• What to do:
I would like the records restated word for word, without the pictures.

### Given records

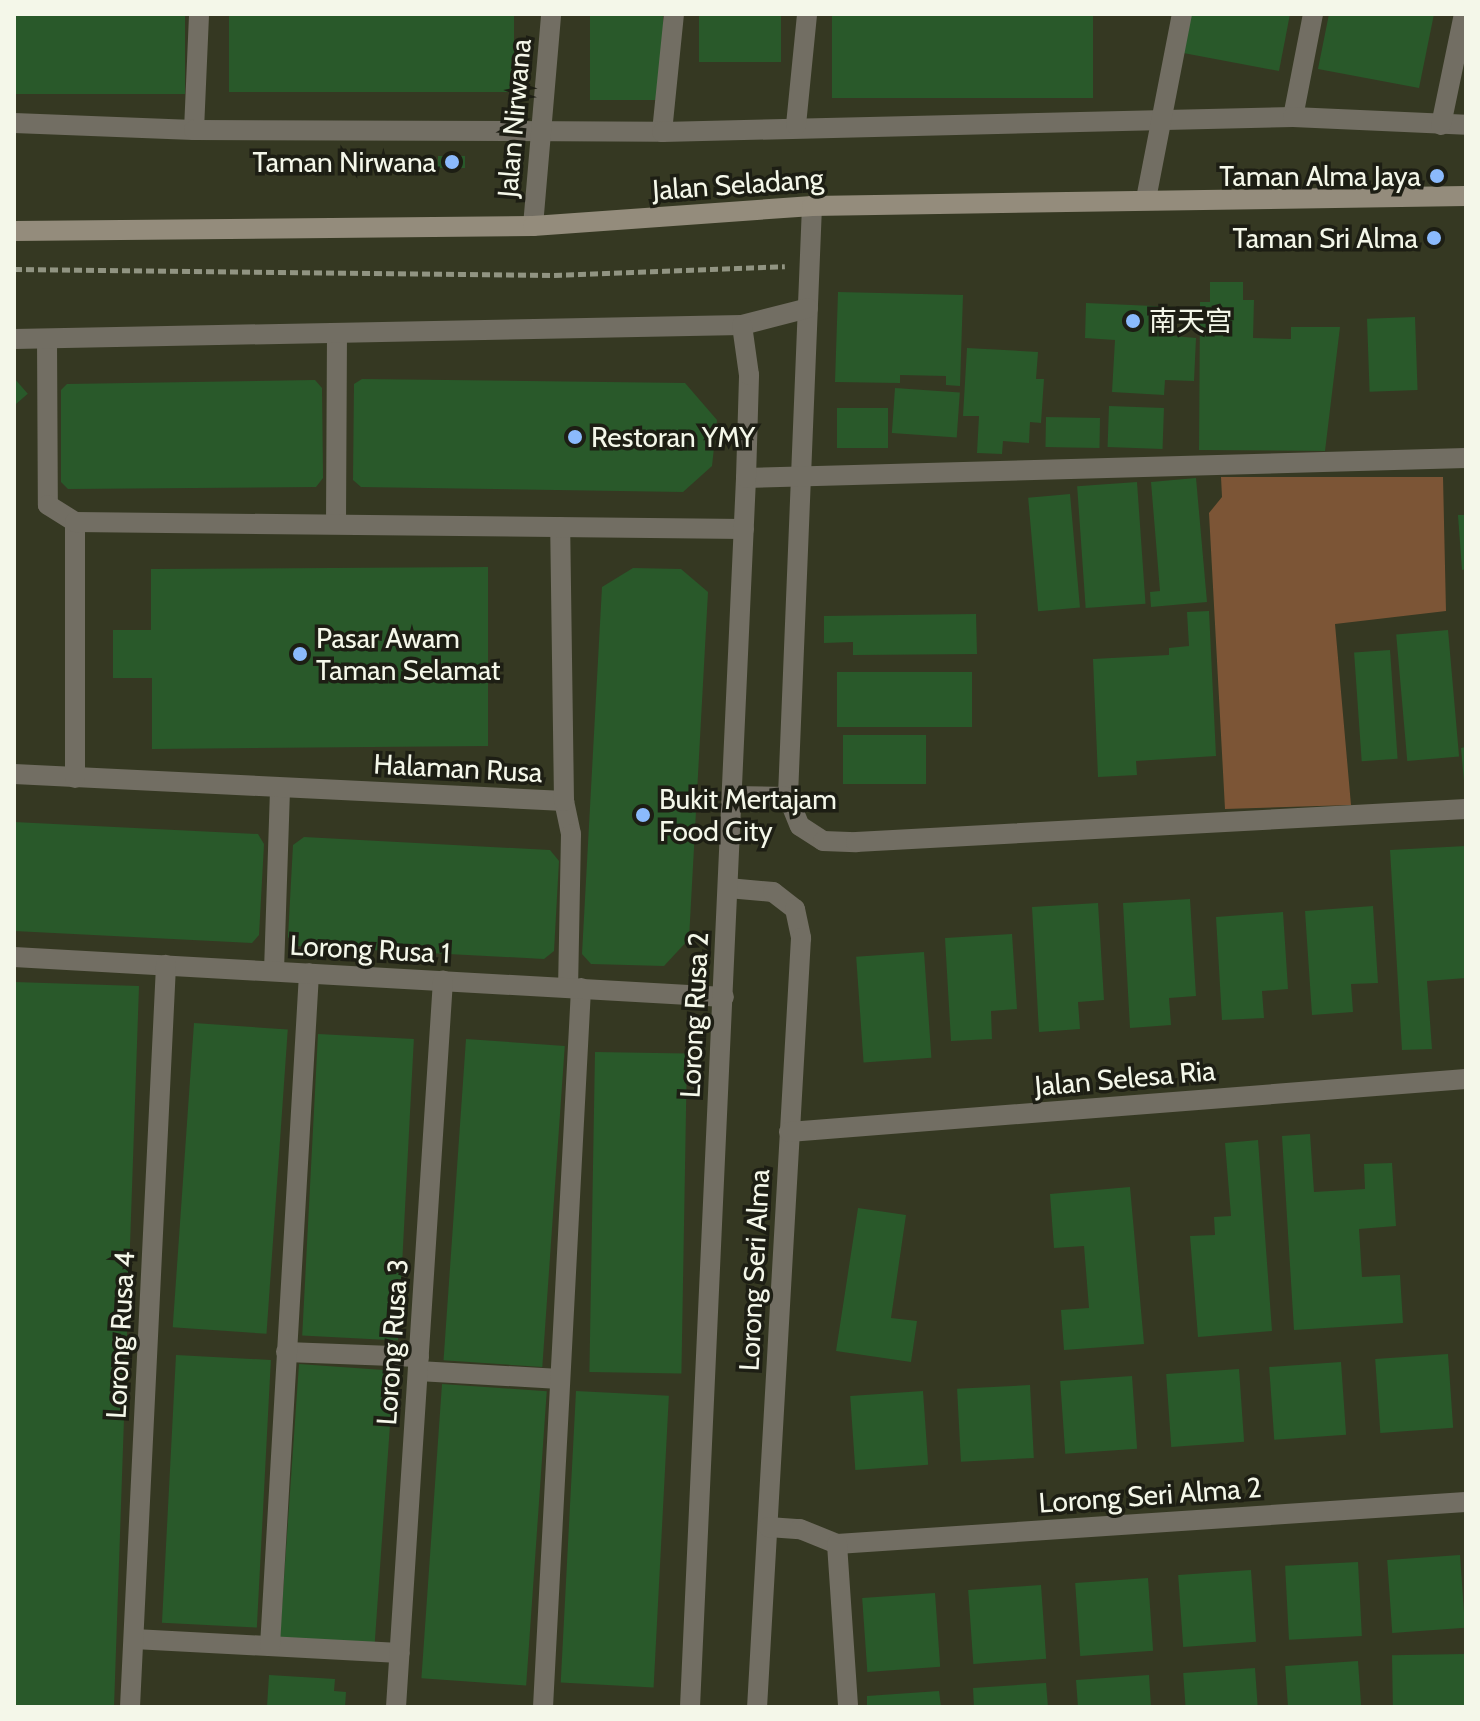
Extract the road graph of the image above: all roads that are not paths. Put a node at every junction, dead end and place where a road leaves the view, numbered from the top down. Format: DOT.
graph roads {
  1 [pos="199,14"];
  2 [pos="551,14"];
  3 [pos="674,14"];
  4 [pos="807,14"];
  5 [pos="1182,14"];
  6 [pos="1313,14"];
  7 [pos="1464,14"];
  8 [pos="1293,117"];
  9 [pos="1163,121"];
  10 [pos="14,123"];
  11 [pos="796,125"];
  12 [pos="1441,125"];
  13 [pos="1466,125"];
  14 [pos="194,130"];
  15 [pos="541,130"];
  16 [pos="662,132"];
  17 [pos="1466,196"];
  18 [pos="1146,199"];
  19 [pos="812,206"];
  20 [pos="533,226"];
  21 [pos="14,231"];
  22 [pos="808,308"];
  23 [pos="742,325"];
  24 [pos="337,335"];
  25 [pos="14,339"];
  26 [pos="47,339"];
  27 [pos="1466,458"];
  28 [pos="802,477"];
  29 [pos="746,478"];
  30 [pos="75,522"];
  31 [pos="336,523"];
  32 [pos="560,527"];
  33 [pos="744,529"];
  34 [pos="14,774"];
  35 [pos="75,778"];
  36 [pos="280,788"];
  37 [pos="732,796"];
  38 [pos="788,797"];
  39 [pos="564,801"];
  40 [pos="1466,809"];
  41 [pos="728,888"];
  42 [pos="14,957"];
  43 [pos="166,965"];
  44 [pos="274,971"];
  45 [pos="309,973"];
  46 [pos="443,981"];
  47 [pos="575,988"];
  48 [pos="724,997"];
  49 [pos="1466,1079"];
  50 [pos="789,1132"];
  51 [pos="286,1352"];
  52 [pos="418,1364"];
  53 [pos="560,1379"];
  54 [pos="1466,1502"];
  55 [pos="768,1527"];
  56 [pos="837,1544"];
  57 [pos="134,1639"];
  58 [pos="270,1646"];
  59 [pos="400,1653"];
  60 [pos="130,1707"];
  61 [pos="396,1707"];
  62 [pos="543,1707"];
  63 [pos="690,1707"];
  64 [pos="757,1707"];
  65 [pos="848,1707"];
  1 -- 14 [label="street"];
  2 -- 15 [label="street, Jalan Nirwana"];
  3 -- 16 [label="street"];
  4 -- 11 [label="street"];
  5 -- 9 [label="street"];
  6 -- 8 [label="street"];
  7 -- 12 [label="street"];
  8 -- 9 [label="street, Jalan Seladang"];
  8 -- 12 [label="street, Jalan Seladang"];
  9 -- 11 [label="street, Jalan Seladang"];
  9 -- 18 [label="street"];
  10 -- 14 [label="street, Jalan Seladang"];
  11 -- 16 [label="street, Jalan Seladang"];
  12 -- 13 [label="street, Jalan Seladang"];
  14 -- 15 [label="street, Jalan Seladang"];
  15 -- 16 [label="street, Jalan Seladang"];
  15 -- 20 [label="street, Jalan Nirwana"];
  17 -- 18 [label="street, Jalan Seladang"];
  18 -- 19 [label="street, Jalan Seladang"];
  19 -- 20 [label="street, Jalan Seladang"];
  19 -- 22 [label="street"];
  20 -- 21 [label="street, Jalan Seladang"];
  22 -- 23 [label="street"];
  22 -- 28 [label="street"];
  23 -- 24 [label="street"];
  23 -- 29 [label="street, Lorong Rusa 2"];
  24 -- 26 [label="street"];
  24 -- 31 [label="street"];
  25 -- 26 [label="street"];
  26 -- 30 [label="street"];
  27 -- 28 [label="street"];
  28 -- 29 [label="street"];
  28 -- 38 [label="street"];
  29 -- 33 [label="street, Lorong Rusa 2"];
  30 -- 31 [label="street"];
  30 -- 35 [label="street"];
  31 -- 32 [label="street"];
  32 -- 33 [label="street"];
  32 -- 39 [label="street, Halaman Rusa"];
  33 -- 37 [label="street, Lorong Rusa 2"];
  34 -- 35 [label="street, Halaman Rusa"];
  35 -- 36 [label="street, Halaman Rusa"];
  36 -- 39 [label="street, Halaman Rusa"];
  36 -- 44 [label="street"];
  37 -- 38 [label="street"];
  37 -- 41 [label="street, Lorong Rusa 2"];
  38 -- 40 [label="street"];
  39 -- 47 [label="street"];
  41 -- 48 [label="street, Lorong Rusa 2"];
  41 -- 50 [label="street, Lorong Seri Alma"];
  42 -- 43 [label="street, Lorong Rusa 1"];
  43 -- 44 [label="street, Lorong Rusa 1"];
  43 -- 57 [label="street, Lorong Rusa 4"];
  44 -- 45 [label="street, Lorong Rusa 1"];
  45 -- 46 [label="street, Lorong Rusa 1"];
  45 -- 51 [label="street"];
  46 -- 47 [label="street, Lorong Rusa 1"];
  46 -- 52 [label="street, Lorong Rusa 3"];
  47 -- 48 [label="street, Lorong Rusa 1"];
  47 -- 53 [label="street"];
  48 -- 63 [label="street, Lorong Rusa 2"];
  49 -- 50 [label="street, Jalan Selesa Ria"];
  50 -- 55 [label="street, Lorong Seri Alma"];
  51 -- 52 [label="street"];
  51 -- 58 [label="street"];
  52 -- 53 [label="street"];
  52 -- 59 [label="street, Lorong Rusa 3"];
  53 -- 62 [label="street"];
  54 -- 56 [label="street, Lorong Seri Alma 2"];
  55 -- 56 [label="street"];
  55 -- 64 [label="street, Lorong Seri Alma"];
  56 -- 65 [label="street"];
  57 -- 58 [label="street"];
  57 -- 60 [label="street, Lorong Rusa 4"];
  58 -- 59 [label="street"];
  59 -- 61 [label="street, Lorong Rusa 3"];
}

######

• Your response:
Extract the road graph of the image above: all roads that are not paths. Put a node at every junction, dead end and place where a road leaves the view, numbered from the top down. Format: DOT.
graph roads {
  1 [pos="199,14"];
  2 [pos="551,14"];
  3 [pos="674,14"];
  4 [pos="807,14"];
  5 [pos="1182,14"];
  6 [pos="1313,14"];
  7 [pos="1464,14"];
  8 [pos="1293,117"];
  9 [pos="1163,121"];
  10 [pos="14,123"];
  11 [pos="796,125"];
  12 [pos="1441,125"];
  13 [pos="1466,125"];
  14 [pos="194,130"];
  15 [pos="541,130"];
  16 [pos="662,132"];
  17 [pos="1466,196"];
  18 [pos="1146,199"];
  19 [pos="812,206"];
  20 [pos="533,226"];
  21 [pos="14,231"];
  22 [pos="808,308"];
  23 [pos="742,325"];
  24 [pos="337,335"];
  25 [pos="14,339"];
  26 [pos="47,339"];
  27 [pos="1466,458"];
  28 [pos="802,477"];
  29 [pos="746,478"];
  30 [pos="75,522"];
  31 [pos="336,523"];
  32 [pos="560,527"];
  33 [pos="744,529"];
  34 [pos="14,774"];
  35 [pos="75,778"];
  36 [pos="280,788"];
  37 [pos="732,796"];
  38 [pos="788,797"];
  39 [pos="564,801"];
  40 [pos="1466,809"];
  41 [pos="728,888"];
  42 [pos="14,957"];
  43 [pos="166,965"];
  44 [pos="274,971"];
  45 [pos="309,973"];
  46 [pos="443,981"];
  47 [pos="575,988"];
  48 [pos="724,997"];
  49 [pos="1466,1079"];
  50 [pos="789,1132"];
  51 [pos="286,1352"];
  52 [pos="418,1364"];
  53 [pos="560,1379"];
  54 [pos="1466,1502"];
  55 [pos="768,1527"];
  56 [pos="837,1544"];
  57 [pos="134,1639"];
  58 [pos="270,1646"];
  59 [pos="400,1653"];
  60 [pos="130,1707"];
  61 [pos="396,1707"];
  62 [pos="543,1707"];
  63 [pos="690,1707"];
  64 [pos="757,1707"];
  65 [pos="848,1707"];
  1 -- 14 [label="street"];
  2 -- 15 [label="street, Jalan Nirwana"];
  3 -- 16 [label="street"];
  4 -- 11 [label="street"];
  5 -- 9 [label="street"];
  6 -- 8 [label="street"];
  7 -- 12 [label="street"];
  8 -- 9 [label="street, Jalan Seladang"];
  8 -- 12 [label="street, Jalan Seladang"];
  9 -- 11 [label="street, Jalan Seladang"];
  9 -- 18 [label="street"];
  10 -- 14 [label="street, Jalan Seladang"];
  11 -- 16 [label="street, Jalan Seladang"];
  12 -- 13 [label="street, Jalan Seladang"];
  14 -- 15 [label="street, Jalan Seladang"];
  15 -- 16 [label="street, Jalan Seladang"];
  15 -- 20 [label="street, Jalan Nirwana"];
  17 -- 18 [label="street, Jalan Seladang"];
  18 -- 19 [label="street, Jalan Seladang"];
  19 -- 20 [label="street, Jalan Seladang"];
  19 -- 22 [label="street"];
  20 -- 21 [label="street, Jalan Seladang"];
  22 -- 23 [label="street"];
  22 -- 28 [label="street"];
  23 -- 24 [label="street"];
  23 -- 29 [label="street, Lorong Rusa 2"];
  24 -- 26 [label="street"];
  24 -- 31 [label="street"];
  25 -- 26 [label="street"];
  26 -- 30 [label="street"];
  27 -- 28 [label="street"];
  28 -- 29 [label="street"];
  28 -- 38 [label="street"];
  29 -- 33 [label="street, Lorong Rusa 2"];
  30 -- 31 [label="street"];
  30 -- 35 [label="street"];
  31 -- 32 [label="street"];
  32 -- 33 [label="street"];
  32 -- 39 [label="street, Halaman Rusa"];
  33 -- 37 [label="street, Lorong Rusa 2"];
  34 -- 35 [label="street, Halaman Rusa"];
  35 -- 36 [label="street, Halaman Rusa"];
  36 -- 39 [label="street, Halaman Rusa"];
  36 -- 44 [label="street"];
  37 -- 38 [label="street"];
  37 -- 41 [label="street, Lorong Rusa 2"];
  38 -- 40 [label="street"];
  39 -- 47 [label="street"];
  41 -- 48 [label="street, Lorong Rusa 2"];
  41 -- 50 [label="street, Lorong Seri Alma"];
  42 -- 43 [label="street, Lorong Rusa 1"];
  43 -- 44 [label="street, Lorong Rusa 1"];
  43 -- 57 [label="street, Lorong Rusa 4"];
  44 -- 45 [label="street, Lorong Rusa 1"];
  45 -- 46 [label="street, Lorong Rusa 1"];
  45 -- 51 [label="street"];
  46 -- 47 [label="street, Lorong Rusa 1"];
  46 -- 52 [label="street, Lorong Rusa 3"];
  47 -- 48 [label="street, Lorong Rusa 1"];
  47 -- 53 [label="street"];
  48 -- 63 [label="street, Lorong Rusa 2"];
  49 -- 50 [label="street, Jalan Selesa Ria"];
  50 -- 55 [label="street, Lorong Seri Alma"];
  51 -- 52 [label="street"];
  51 -- 58 [label="street"];
  52 -- 53 [label="street"];
  52 -- 59 [label="street, Lorong Rusa 3"];
  53 -- 62 [label="street"];
  54 -- 56 [label="street, Lorong Seri Alma 2"];
  55 -- 56 [label="street"];
  55 -- 64 [label="street, Lorong Seri Alma"];
  56 -- 65 [label="street"];
  57 -- 58 [label="street"];
  57 -- 60 [label="street, Lorong Rusa 4"];
  58 -- 59 [label="street"];
  59 -- 61 [label="street, Lorong Rusa 3"];
}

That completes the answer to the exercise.